● TASK TO COMPLETE: Your answer must be the records, copied with no change.

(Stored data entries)
◇ ◇ ◇ ◇ ◇
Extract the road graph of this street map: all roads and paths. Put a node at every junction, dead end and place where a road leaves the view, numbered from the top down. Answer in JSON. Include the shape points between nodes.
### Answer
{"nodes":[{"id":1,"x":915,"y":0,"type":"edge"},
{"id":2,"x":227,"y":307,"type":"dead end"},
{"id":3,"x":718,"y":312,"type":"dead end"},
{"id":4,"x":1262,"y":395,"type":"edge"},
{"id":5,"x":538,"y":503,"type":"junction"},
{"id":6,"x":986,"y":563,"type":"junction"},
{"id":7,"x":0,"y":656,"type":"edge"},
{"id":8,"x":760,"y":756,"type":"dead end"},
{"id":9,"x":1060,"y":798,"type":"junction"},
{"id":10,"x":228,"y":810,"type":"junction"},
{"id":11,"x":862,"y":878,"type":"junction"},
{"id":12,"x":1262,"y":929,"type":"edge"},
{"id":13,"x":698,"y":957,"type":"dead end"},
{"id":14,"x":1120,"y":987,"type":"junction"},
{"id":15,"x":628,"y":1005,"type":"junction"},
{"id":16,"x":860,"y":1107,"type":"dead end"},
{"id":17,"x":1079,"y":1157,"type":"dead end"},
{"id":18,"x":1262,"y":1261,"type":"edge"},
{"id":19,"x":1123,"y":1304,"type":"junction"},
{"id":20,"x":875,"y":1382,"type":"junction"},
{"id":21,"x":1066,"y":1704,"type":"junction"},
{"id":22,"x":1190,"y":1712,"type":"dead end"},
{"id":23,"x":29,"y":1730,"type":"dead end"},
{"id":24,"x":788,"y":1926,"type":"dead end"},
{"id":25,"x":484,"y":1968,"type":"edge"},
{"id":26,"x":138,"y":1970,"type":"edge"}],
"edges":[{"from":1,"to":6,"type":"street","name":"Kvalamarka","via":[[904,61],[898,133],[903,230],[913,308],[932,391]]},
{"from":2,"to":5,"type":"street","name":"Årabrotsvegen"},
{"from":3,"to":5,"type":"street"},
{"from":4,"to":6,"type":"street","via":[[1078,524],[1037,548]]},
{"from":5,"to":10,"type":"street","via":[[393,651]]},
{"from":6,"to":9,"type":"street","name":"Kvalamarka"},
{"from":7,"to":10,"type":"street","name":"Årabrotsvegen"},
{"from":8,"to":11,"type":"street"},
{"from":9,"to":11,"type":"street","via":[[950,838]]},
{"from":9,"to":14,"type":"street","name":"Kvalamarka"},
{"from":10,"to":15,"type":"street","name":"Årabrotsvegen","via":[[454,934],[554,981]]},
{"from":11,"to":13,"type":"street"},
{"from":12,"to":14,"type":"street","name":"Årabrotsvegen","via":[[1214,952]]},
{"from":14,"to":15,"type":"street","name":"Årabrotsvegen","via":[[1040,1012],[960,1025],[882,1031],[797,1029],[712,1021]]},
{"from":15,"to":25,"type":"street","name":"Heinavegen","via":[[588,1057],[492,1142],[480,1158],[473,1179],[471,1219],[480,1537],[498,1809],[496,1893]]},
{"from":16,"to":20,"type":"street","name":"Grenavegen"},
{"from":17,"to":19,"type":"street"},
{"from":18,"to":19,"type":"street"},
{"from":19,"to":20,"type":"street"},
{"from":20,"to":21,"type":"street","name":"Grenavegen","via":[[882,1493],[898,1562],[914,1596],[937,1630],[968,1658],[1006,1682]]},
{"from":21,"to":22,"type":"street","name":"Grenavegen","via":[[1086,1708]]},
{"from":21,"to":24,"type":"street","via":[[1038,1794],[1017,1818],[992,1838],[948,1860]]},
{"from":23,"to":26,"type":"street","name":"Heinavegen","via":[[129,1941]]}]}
◇ ◇ ◇ ◇ ◇
● SOLVED PROBLEM:
Extract the road graph of this street map: all roads and paths. Put a node at every junction, dead end and place where a road leaves the view, numbered from the top down. Answer in JSON. Include the shape points between nodes.
### Answer
{"nodes":[{"id":1,"x":915,"y":0,"type":"edge"},
{"id":2,"x":227,"y":307,"type":"dead end"},
{"id":3,"x":718,"y":312,"type":"dead end"},
{"id":4,"x":1262,"y":395,"type":"edge"},
{"id":5,"x":538,"y":503,"type":"junction"},
{"id":6,"x":986,"y":563,"type":"junction"},
{"id":7,"x":0,"y":656,"type":"edge"},
{"id":8,"x":760,"y":756,"type":"dead end"},
{"id":9,"x":1060,"y":798,"type":"junction"},
{"id":10,"x":228,"y":810,"type":"junction"},
{"id":11,"x":862,"y":878,"type":"junction"},
{"id":12,"x":1262,"y":929,"type":"edge"},
{"id":13,"x":698,"y":957,"type":"dead end"},
{"id":14,"x":1120,"y":987,"type":"junction"},
{"id":15,"x":628,"y":1005,"type":"junction"},
{"id":16,"x":860,"y":1107,"type":"dead end"},
{"id":17,"x":1079,"y":1157,"type":"dead end"},
{"id":18,"x":1262,"y":1261,"type":"edge"},
{"id":19,"x":1123,"y":1304,"type":"junction"},
{"id":20,"x":875,"y":1382,"type":"junction"},
{"id":21,"x":1066,"y":1704,"type":"junction"},
{"id":22,"x":1190,"y":1712,"type":"dead end"},
{"id":23,"x":29,"y":1730,"type":"dead end"},
{"id":24,"x":788,"y":1926,"type":"dead end"},
{"id":25,"x":484,"y":1968,"type":"edge"},
{"id":26,"x":138,"y":1970,"type":"edge"}],
"edges":[{"from":1,"to":6,"type":"street","name":"Kvalamarka","via":[[904,61],[898,133],[903,230],[913,308],[932,391]]},
{"from":2,"to":5,"type":"street","name":"Årabrotsvegen"},
{"from":3,"to":5,"type":"street"},
{"from":4,"to":6,"type":"street","via":[[1078,524],[1037,548]]},
{"from":5,"to":10,"type":"street","via":[[393,651]]},
{"from":6,"to":9,"type":"street","name":"Kvalamarka"},
{"from":7,"to":10,"type":"street","name":"Årabrotsvegen"},
{"from":8,"to":11,"type":"street"},
{"from":9,"to":11,"type":"street","via":[[950,838]]},
{"from":9,"to":14,"type":"street","name":"Kvalamarka"},
{"from":10,"to":15,"type":"street","name":"Årabrotsvegen","via":[[454,934],[554,981]]},
{"from":11,"to":13,"type":"street"},
{"from":12,"to":14,"type":"street","name":"Årabrotsvegen","via":[[1214,952]]},
{"from":14,"to":15,"type":"street","name":"Årabrotsvegen","via":[[1040,1012],[960,1025],[882,1031],[797,1029],[712,1021]]},
{"from":15,"to":25,"type":"street","name":"Heinavegen","via":[[588,1057],[492,1142],[480,1158],[473,1179],[471,1219],[480,1537],[498,1809],[496,1893]]},
{"from":16,"to":20,"type":"street","name":"Grenavegen"},
{"from":17,"to":19,"type":"street"},
{"from":18,"to":19,"type":"street"},
{"from":19,"to":20,"type":"street"},
{"from":20,"to":21,"type":"street","name":"Grenavegen","via":[[882,1493],[898,1562],[914,1596],[937,1630],[968,1658],[1006,1682]]},
{"from":21,"to":22,"type":"street","name":"Grenavegen","via":[[1086,1708]]},
{"from":21,"to":24,"type":"street","via":[[1038,1794],[1017,1818],[992,1838],[948,1860]]},
{"from":23,"to":26,"type":"street","name":"Heinavegen","via":[[129,1941]]}]}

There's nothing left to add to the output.